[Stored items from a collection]

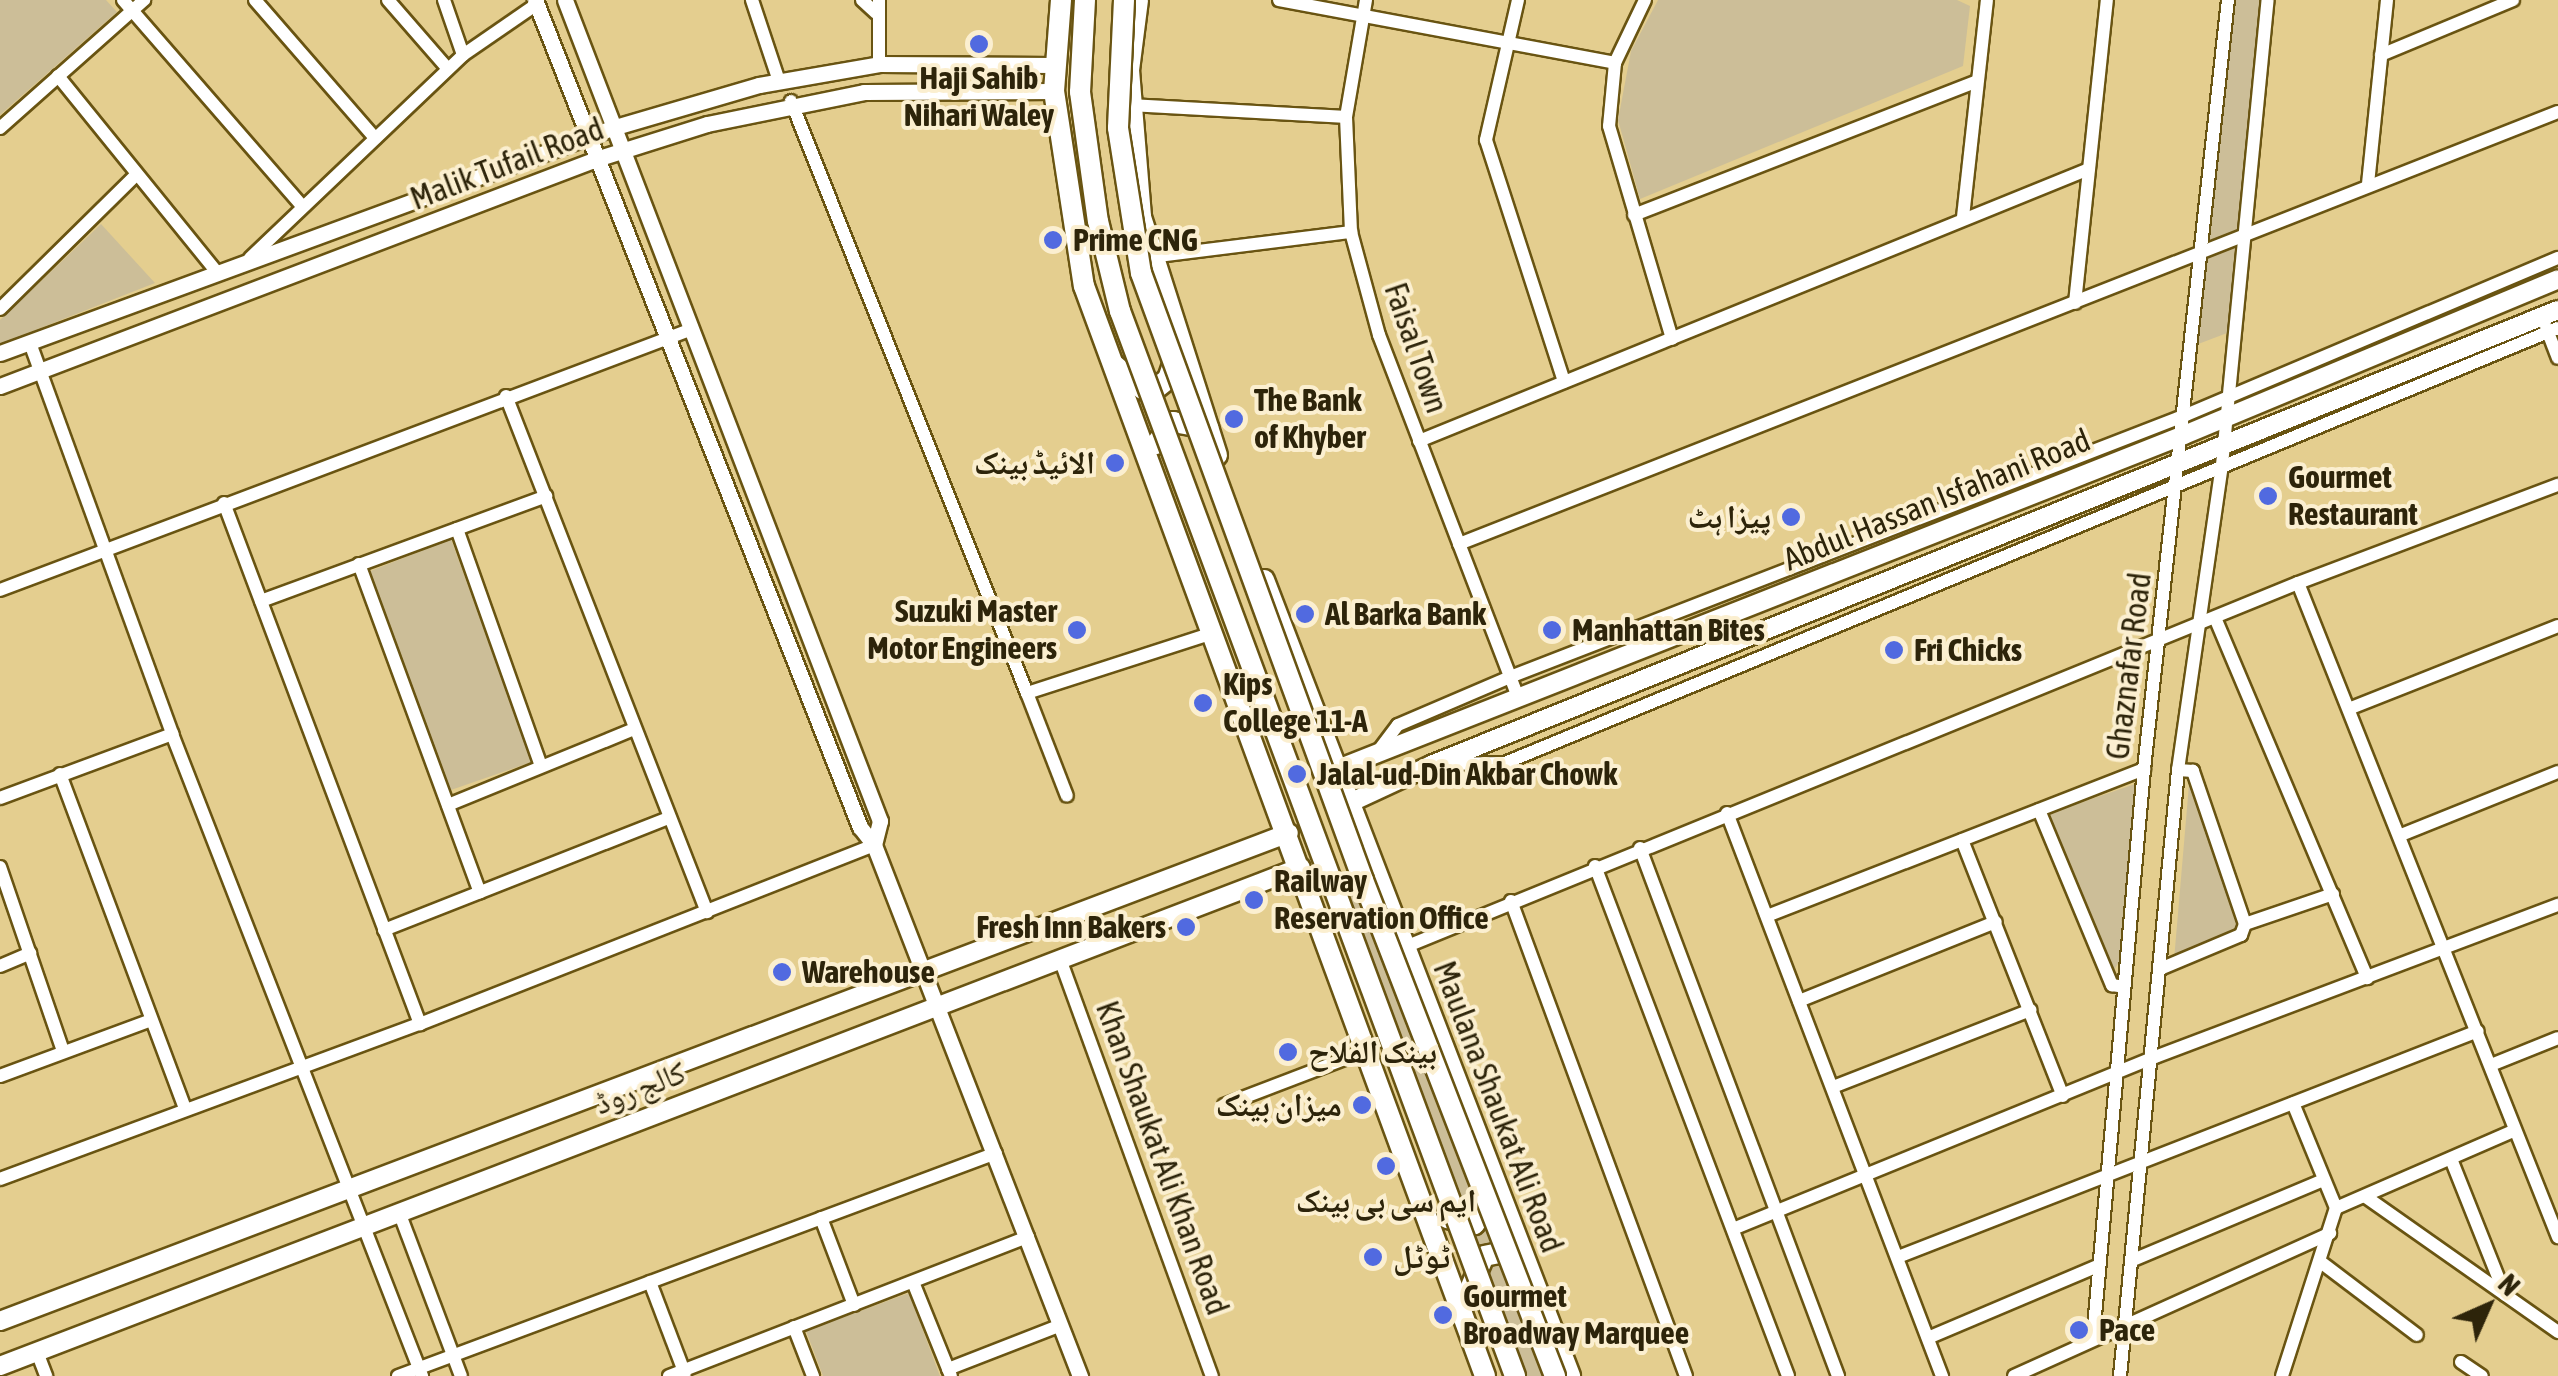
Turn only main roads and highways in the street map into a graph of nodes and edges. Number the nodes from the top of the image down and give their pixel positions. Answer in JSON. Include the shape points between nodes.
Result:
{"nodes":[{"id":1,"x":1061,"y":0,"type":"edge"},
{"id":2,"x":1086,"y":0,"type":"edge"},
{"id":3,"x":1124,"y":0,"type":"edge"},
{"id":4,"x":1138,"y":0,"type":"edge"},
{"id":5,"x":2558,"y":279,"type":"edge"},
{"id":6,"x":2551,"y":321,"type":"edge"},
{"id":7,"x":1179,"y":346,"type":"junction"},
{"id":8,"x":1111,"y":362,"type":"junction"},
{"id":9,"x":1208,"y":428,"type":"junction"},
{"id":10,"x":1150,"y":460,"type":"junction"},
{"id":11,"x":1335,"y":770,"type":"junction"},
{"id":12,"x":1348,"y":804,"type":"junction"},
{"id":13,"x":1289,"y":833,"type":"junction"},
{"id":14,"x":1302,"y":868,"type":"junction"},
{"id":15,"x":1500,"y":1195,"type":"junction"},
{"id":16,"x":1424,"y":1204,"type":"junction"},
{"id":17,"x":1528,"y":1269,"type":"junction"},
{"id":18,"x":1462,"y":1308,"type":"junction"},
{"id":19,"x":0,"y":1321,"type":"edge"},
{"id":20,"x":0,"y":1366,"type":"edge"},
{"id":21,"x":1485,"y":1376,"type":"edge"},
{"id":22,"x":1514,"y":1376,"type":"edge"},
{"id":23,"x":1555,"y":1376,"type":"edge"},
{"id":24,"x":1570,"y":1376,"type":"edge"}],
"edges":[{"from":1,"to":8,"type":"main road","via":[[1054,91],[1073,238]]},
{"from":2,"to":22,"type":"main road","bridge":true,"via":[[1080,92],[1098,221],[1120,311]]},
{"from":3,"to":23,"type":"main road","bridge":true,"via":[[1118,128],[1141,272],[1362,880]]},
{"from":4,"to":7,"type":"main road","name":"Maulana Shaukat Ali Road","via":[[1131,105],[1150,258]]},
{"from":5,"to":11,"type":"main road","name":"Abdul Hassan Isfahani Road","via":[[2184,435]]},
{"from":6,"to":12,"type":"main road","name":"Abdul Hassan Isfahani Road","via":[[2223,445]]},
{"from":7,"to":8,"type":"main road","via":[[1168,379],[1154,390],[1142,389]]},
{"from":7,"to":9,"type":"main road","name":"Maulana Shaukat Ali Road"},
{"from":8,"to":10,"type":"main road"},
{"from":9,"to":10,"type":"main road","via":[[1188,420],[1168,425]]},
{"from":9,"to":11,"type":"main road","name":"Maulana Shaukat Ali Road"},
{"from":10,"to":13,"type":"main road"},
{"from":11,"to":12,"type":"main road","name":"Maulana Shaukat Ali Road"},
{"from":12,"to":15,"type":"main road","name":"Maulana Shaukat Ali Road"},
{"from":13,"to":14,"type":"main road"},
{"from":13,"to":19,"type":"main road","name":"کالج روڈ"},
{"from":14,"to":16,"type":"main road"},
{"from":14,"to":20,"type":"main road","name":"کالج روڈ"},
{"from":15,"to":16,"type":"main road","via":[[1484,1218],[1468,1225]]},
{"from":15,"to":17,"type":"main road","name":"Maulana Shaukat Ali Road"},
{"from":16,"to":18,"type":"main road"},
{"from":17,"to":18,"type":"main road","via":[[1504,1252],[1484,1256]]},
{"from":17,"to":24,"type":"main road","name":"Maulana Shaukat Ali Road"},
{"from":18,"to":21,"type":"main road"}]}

• [WHAT IS NEEDED] Each line in the records above with "nodes" must be returned.

• [WRITTEN SOLUTION]
Turn only main roads and highways in the street map into a graph of nodes and edges. Number the nodes from the top of the image down and give their pixel positions. Answer in JSON. Include the shape points between nodes.
{"nodes":[{"id":1,"x":1061,"y":0,"type":"edge"},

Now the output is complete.